▸ PROVIDED MATERIAL
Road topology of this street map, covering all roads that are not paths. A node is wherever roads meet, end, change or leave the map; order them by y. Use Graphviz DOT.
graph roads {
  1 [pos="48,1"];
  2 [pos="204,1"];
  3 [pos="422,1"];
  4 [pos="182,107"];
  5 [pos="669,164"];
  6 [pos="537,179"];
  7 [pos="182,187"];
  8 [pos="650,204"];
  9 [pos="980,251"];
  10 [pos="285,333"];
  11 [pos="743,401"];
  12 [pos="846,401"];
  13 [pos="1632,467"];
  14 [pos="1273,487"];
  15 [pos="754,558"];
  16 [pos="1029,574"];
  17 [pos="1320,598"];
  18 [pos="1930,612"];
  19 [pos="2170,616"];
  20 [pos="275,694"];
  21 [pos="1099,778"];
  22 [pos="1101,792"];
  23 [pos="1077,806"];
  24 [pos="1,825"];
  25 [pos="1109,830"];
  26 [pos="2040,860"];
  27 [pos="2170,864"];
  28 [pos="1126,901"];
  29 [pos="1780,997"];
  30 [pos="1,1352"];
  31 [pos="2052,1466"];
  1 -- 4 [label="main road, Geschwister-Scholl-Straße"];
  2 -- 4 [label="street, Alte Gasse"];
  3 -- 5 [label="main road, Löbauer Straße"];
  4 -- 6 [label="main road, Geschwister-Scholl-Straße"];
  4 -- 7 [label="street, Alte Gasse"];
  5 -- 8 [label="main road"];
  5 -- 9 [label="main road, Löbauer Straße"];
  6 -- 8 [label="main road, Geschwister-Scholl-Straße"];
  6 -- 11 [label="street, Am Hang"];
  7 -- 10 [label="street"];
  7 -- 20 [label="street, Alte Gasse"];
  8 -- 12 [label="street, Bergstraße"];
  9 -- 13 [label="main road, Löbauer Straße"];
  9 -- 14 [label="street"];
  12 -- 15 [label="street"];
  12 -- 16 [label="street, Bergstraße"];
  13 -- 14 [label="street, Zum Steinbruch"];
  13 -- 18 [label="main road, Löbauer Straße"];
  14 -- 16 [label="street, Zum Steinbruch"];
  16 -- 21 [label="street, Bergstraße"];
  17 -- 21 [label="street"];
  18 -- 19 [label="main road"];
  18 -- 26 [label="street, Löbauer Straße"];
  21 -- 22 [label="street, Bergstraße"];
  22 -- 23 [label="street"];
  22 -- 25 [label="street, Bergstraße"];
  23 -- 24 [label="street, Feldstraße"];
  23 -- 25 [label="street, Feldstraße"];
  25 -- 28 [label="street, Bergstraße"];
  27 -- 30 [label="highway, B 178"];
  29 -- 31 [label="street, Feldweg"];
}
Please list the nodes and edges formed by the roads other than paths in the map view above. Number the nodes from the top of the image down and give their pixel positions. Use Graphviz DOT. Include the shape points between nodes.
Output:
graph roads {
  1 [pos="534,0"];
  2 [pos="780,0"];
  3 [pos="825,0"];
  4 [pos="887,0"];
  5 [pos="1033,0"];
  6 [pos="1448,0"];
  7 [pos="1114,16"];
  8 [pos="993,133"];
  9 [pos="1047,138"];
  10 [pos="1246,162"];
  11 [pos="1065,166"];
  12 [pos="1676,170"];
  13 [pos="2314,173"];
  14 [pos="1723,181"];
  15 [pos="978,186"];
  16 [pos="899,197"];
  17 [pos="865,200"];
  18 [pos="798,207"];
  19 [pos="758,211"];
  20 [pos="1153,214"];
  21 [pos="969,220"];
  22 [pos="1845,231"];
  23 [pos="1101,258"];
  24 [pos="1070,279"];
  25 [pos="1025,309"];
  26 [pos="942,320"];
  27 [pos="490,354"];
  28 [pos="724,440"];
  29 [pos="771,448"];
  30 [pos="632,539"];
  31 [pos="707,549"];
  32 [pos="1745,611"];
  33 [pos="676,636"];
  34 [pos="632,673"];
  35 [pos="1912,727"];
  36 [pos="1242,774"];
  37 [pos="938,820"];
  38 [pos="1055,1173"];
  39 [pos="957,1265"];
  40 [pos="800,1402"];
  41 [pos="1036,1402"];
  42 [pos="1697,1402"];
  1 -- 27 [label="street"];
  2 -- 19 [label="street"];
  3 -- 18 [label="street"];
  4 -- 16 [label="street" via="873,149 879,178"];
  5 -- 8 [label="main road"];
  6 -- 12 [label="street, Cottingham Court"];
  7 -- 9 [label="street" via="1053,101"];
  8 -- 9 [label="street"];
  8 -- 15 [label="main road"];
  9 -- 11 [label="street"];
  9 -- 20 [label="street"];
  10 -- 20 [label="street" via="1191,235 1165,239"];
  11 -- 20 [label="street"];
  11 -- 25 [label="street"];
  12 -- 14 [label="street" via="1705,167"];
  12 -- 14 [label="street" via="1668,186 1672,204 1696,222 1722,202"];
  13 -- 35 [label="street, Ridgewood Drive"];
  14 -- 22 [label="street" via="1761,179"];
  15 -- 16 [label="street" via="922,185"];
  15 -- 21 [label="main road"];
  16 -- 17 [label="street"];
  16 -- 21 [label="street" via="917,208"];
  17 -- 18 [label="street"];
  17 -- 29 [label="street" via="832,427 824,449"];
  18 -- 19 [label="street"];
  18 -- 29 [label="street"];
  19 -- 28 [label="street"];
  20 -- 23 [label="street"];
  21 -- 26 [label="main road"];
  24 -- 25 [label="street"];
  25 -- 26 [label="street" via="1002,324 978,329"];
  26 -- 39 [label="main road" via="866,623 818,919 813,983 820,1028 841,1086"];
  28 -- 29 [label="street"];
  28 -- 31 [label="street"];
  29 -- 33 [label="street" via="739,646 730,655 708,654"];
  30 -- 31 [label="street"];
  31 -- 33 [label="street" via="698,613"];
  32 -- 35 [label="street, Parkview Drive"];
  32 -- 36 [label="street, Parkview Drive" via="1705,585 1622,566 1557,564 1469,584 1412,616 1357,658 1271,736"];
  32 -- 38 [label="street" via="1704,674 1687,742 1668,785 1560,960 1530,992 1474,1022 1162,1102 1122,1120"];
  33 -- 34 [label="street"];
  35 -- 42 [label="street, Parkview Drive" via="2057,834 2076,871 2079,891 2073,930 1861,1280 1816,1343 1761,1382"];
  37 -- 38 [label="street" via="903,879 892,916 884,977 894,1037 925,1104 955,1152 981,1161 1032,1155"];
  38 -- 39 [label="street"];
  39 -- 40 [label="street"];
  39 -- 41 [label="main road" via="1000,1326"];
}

▸ PROBLEM STATEMENT
Search the material for the string "roads" and return each line that has it.

▸ REPLY
Road topology of this street map, covering all roads that are not paths. A node is wherever roads meet, end, change or leave the map; order them by y. Use Graphviz DOT.
graph roads {
Please list the nodes and edges formed by the roads other than paths in the map view above. Number the nodes from the top of the image down and give their pixel positions. Use Graphviz DOT. Include the shape points between nodes.
graph roads {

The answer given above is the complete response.